A fourth high ranking al-Qaida member, Ramzi bin al Shibh—organizer of the Hamburg cell that was the core of the 9-11 attacks—agreed to talk with just the threat of water-boarding, said the officials. 

Decision-making and monitoring
Although the CIA will not comment on the subject, former CIA Director Tenet wrote about the rationale and the decision-making that went into the choice of those subjected to the most “aggressive measures”… as well as safeguards.

In his book, “At the Center of the Storm”, Tenet wrote:

“The administration and Department of Justice were fully briefed on these tactics.  After we received the written Department of Justice guidance on the interrogation issue, we briefed the chairmen and ranking members of our oversight committees.  While they were not asked to formally approve the program as it was done under the President’s unilateral authorities, I can recall no objections being raised.“The most aggressive interrogation methods were applied to only a handful of the worst terrorists on the planet, including people who had planned the 9-11 attacks and who among other things were responsible for Daniel Pearl’s death”… an obvious reference to KSM.

The interrogations, he adds, “were precisely monitored” and were aimed at preventing “follow on attacks”.  He claims, as has the White House, that the interrogations did prevent attacks in “the U.S., United Kingdom, Middle East, Southeast Asia and Central Asia”.

One former official said at least four agency personnel observed each of the interrogations, two of them medical personnel. 

'Cried like a baby,' playing on weaknesses
According to multiple officials, the detainees reacted differently to the most extreme measures.  Hambali, for example, quickly told all he knew — “cried like a baby” after his first water boarding session, recounted another official. KSM underwent at least two sessions and other extreme measures before talking. "KSM required, shall we say, re-dipping," said another former senior intelligence official.

Bin al Shibh was viewed as a weakling and a narcissist and the agency played heavily on that.  He quickly became the most cooperative of those detained, although he recent months he has once again refused to talk.

And although the detainees were segregated and guarded 24 hours a day, officials say they were clever enough to find ways of communicating. 

Not everyone in the agency thought the use of water-boarding and other such techniques was productive.  Some of those interrogated quickly provided threat information to “stop the pain,” as one put it.  That stopped the interrogation sessions while the agency and law enforcement tracked down the tip, some of which turned out to be disinformation.

New executive order
But in conference call last week, a senior administration official refused to discuss which techniques might be used under the new executive order.
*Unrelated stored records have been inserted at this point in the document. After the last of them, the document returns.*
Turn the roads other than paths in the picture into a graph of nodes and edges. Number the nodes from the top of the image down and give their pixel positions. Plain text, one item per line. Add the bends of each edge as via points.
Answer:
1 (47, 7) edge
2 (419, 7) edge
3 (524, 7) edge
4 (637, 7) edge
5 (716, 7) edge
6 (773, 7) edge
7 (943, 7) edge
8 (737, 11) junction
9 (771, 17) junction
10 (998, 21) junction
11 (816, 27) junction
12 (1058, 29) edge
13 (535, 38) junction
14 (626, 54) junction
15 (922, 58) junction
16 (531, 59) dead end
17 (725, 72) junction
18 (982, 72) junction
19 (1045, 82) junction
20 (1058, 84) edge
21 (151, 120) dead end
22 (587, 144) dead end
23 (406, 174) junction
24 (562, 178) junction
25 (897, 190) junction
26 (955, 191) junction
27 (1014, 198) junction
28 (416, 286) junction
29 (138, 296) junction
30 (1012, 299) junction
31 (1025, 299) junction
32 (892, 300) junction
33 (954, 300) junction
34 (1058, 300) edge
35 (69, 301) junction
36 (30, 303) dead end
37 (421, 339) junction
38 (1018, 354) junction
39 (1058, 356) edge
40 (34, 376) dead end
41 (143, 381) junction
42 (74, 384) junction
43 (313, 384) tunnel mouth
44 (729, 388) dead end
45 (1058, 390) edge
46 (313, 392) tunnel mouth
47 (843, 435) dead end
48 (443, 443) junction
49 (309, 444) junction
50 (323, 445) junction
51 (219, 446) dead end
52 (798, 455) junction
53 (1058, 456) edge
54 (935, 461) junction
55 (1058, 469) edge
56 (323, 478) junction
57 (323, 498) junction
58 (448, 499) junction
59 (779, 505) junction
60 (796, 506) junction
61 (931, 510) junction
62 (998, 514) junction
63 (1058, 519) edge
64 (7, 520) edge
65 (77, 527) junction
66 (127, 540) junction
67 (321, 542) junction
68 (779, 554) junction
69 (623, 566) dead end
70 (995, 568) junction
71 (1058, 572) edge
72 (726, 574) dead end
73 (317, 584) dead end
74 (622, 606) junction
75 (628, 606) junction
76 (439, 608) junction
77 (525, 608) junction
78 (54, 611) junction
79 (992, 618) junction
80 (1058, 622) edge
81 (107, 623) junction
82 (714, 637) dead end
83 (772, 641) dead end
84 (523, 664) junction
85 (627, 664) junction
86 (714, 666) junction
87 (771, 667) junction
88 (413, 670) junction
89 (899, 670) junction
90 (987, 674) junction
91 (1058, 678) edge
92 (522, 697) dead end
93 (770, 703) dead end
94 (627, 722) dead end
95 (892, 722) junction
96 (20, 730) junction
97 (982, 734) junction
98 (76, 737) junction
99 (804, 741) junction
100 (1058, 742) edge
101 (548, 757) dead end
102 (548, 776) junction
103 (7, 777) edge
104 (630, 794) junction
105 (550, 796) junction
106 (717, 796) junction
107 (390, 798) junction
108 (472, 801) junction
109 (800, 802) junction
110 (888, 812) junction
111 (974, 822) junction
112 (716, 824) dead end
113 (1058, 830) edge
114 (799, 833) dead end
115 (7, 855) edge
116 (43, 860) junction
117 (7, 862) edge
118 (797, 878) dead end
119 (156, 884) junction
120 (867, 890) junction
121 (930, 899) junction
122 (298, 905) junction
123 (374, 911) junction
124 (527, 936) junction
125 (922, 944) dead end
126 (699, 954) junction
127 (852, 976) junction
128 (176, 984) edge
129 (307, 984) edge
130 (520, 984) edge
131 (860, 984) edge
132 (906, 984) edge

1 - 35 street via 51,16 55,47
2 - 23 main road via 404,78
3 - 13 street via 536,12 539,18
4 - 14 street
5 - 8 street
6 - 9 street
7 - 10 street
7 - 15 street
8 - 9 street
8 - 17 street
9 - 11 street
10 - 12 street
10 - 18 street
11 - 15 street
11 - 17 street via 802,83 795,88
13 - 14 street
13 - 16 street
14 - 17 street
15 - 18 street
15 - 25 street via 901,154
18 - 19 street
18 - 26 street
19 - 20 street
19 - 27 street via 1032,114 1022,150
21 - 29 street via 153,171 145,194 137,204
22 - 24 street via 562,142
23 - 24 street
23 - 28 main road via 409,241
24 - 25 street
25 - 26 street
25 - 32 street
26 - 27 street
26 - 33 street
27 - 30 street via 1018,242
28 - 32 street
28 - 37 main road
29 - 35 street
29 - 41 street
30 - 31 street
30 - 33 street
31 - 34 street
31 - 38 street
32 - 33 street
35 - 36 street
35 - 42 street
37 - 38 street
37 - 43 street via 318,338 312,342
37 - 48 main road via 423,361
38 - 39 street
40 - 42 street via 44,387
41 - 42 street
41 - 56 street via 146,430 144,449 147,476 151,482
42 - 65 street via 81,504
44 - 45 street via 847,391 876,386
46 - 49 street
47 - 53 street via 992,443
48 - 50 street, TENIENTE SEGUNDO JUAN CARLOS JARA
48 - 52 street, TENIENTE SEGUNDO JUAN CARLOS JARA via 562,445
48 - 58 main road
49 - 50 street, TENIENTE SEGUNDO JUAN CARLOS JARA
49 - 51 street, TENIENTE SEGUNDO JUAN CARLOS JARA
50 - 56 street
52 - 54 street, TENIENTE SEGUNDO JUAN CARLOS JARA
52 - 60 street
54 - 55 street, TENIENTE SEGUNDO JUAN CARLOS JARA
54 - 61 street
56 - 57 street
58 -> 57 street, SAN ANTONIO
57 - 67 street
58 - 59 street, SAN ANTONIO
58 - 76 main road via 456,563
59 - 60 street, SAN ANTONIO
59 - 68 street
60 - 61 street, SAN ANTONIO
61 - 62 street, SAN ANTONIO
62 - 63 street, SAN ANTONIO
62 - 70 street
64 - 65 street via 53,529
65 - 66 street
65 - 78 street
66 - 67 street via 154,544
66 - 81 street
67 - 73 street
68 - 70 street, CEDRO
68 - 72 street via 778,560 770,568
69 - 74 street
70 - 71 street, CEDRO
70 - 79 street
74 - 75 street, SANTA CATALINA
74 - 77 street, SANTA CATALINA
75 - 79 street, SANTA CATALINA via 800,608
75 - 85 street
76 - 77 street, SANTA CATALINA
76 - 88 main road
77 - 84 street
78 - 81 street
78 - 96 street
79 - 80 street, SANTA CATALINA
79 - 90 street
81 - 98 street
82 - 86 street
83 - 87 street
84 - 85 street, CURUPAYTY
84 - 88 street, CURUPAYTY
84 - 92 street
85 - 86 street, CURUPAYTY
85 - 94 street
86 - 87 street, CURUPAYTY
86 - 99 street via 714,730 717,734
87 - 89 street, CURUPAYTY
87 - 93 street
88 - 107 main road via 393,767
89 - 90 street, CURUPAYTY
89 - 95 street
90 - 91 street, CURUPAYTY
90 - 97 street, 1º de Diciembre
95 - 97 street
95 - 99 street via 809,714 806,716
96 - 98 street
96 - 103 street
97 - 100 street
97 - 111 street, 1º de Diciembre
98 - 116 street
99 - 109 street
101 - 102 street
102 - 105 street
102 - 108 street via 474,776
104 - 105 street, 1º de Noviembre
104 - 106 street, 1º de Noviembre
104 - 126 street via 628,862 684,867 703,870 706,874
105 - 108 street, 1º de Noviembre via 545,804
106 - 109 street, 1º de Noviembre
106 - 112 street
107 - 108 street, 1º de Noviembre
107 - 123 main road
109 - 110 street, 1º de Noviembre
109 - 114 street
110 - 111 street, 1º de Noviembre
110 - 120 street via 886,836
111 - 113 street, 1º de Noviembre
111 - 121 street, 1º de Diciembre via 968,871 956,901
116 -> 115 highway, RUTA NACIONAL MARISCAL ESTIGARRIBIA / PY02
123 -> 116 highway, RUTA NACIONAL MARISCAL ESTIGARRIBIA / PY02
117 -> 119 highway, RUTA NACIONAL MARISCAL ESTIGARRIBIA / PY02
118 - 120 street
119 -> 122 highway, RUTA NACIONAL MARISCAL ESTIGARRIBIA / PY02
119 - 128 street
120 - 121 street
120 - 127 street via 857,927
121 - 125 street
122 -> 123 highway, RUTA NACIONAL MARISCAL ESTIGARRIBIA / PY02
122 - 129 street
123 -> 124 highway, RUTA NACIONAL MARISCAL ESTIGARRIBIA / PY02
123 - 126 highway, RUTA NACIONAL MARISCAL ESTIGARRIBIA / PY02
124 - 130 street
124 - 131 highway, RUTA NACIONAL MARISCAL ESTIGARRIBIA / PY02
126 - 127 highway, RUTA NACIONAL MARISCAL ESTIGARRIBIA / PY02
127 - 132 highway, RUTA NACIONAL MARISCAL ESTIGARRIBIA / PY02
“I’m not in a position to talk about any specific interrogation practices,” said the official when asked about water boarding.  “And I think the President has made it clear from the beginning of the debate here that it’s really impossible for us, consistent with the objectives of such a program, to publicize to the enemy what practices may be on the table, what practices may be off the table, and that that will only allow al-Qaida to train against those that they know are on or off.”

(Officials have previously said that the detainees were able to figure out clever ways of communicating, even while in the secret prisons.)

The official did note that sleep is not a “basic necessity of life” as laid out in the Geneva Conventions.  He did suggest that using extreme heat and cold would not be available to agency interrogators in the future, under the executive order.

“It requires that all detainees in the program receive the basic necessities of life, including adequate food and water, shelter from the elements, necessary clothing, protection from extremes of heat and cold and essential medical care.”